[-empyre-] All call: subscribers interested in Boredom: Labor, Use and Time
Murat Nemet-Nejat
muratnn at gmail.com
Wed May 27 08:23:51 AEST 2015
"A maid waiting to be kissed by a prince" :)
What about Warhol's film about a man sleeping?
Murat
On Tue, May 26, 2015 at 11:49 AM, Ana Valdés <agora158 at gmail.com> wrote:
> ----------empyre- soft-skinned space----------------------
> I am a writer and as a writer we are used to boredom we feed on it as
> vampyrs. Alain Robbe-Grillet one of the most known writers from the French
> "nouvelle vague" and "nouveau roman" wrote pages about how a fly walks on a
> wall.

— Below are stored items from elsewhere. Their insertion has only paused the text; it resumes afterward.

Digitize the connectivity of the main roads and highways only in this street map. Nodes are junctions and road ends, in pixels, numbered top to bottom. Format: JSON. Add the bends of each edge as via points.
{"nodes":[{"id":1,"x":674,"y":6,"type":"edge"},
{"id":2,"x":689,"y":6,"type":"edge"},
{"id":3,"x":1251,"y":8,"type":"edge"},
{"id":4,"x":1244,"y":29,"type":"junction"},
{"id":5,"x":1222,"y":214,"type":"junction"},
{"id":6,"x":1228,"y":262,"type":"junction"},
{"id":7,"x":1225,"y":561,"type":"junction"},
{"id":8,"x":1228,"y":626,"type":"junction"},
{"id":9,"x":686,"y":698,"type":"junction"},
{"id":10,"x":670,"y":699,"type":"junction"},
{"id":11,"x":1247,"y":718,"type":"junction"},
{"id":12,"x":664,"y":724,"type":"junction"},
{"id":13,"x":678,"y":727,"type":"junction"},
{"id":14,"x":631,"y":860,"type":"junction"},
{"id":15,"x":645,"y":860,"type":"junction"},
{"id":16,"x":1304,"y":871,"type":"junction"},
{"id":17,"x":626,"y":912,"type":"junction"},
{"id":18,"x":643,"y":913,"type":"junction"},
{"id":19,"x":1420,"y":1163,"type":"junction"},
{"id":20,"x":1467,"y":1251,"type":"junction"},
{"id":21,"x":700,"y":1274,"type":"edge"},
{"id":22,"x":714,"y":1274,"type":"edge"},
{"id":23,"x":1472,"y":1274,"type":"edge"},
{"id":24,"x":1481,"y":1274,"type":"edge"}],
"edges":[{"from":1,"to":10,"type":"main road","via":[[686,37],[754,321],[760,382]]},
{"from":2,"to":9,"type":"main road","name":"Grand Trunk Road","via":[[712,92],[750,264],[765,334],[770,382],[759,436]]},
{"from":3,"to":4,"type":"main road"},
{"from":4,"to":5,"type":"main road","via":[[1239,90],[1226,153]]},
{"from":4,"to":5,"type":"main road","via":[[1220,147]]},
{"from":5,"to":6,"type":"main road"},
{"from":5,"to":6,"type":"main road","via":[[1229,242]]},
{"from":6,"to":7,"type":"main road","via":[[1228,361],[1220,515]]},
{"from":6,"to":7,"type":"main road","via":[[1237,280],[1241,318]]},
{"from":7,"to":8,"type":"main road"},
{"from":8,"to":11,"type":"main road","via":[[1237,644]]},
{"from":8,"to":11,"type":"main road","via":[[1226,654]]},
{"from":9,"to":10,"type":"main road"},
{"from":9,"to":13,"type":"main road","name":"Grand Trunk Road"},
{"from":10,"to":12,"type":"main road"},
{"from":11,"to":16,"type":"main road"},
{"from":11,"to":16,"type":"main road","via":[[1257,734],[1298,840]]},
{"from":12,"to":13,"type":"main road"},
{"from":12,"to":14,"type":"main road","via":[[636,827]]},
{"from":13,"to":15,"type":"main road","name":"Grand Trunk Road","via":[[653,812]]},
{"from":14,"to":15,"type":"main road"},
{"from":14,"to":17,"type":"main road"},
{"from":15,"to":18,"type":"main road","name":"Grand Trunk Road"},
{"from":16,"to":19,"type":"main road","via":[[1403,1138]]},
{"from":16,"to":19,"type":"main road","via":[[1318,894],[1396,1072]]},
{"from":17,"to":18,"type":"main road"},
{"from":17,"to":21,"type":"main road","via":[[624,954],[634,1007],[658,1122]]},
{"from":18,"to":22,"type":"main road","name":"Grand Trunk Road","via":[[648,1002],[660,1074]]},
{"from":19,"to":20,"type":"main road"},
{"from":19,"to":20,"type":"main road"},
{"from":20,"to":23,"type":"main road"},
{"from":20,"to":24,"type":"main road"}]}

His romans lack often plots they describe boredom in exquisite ways.
> The German Jewish writer Peter Weiss who lived many years as refugee in
> Sweden, wrote a great book about the Aesthetiques of the resistance a book
> which first 40 pages are a description of the altar of Pergamus, plundered
> by the Germans in the last part of the 19th century from Turkey and Greece.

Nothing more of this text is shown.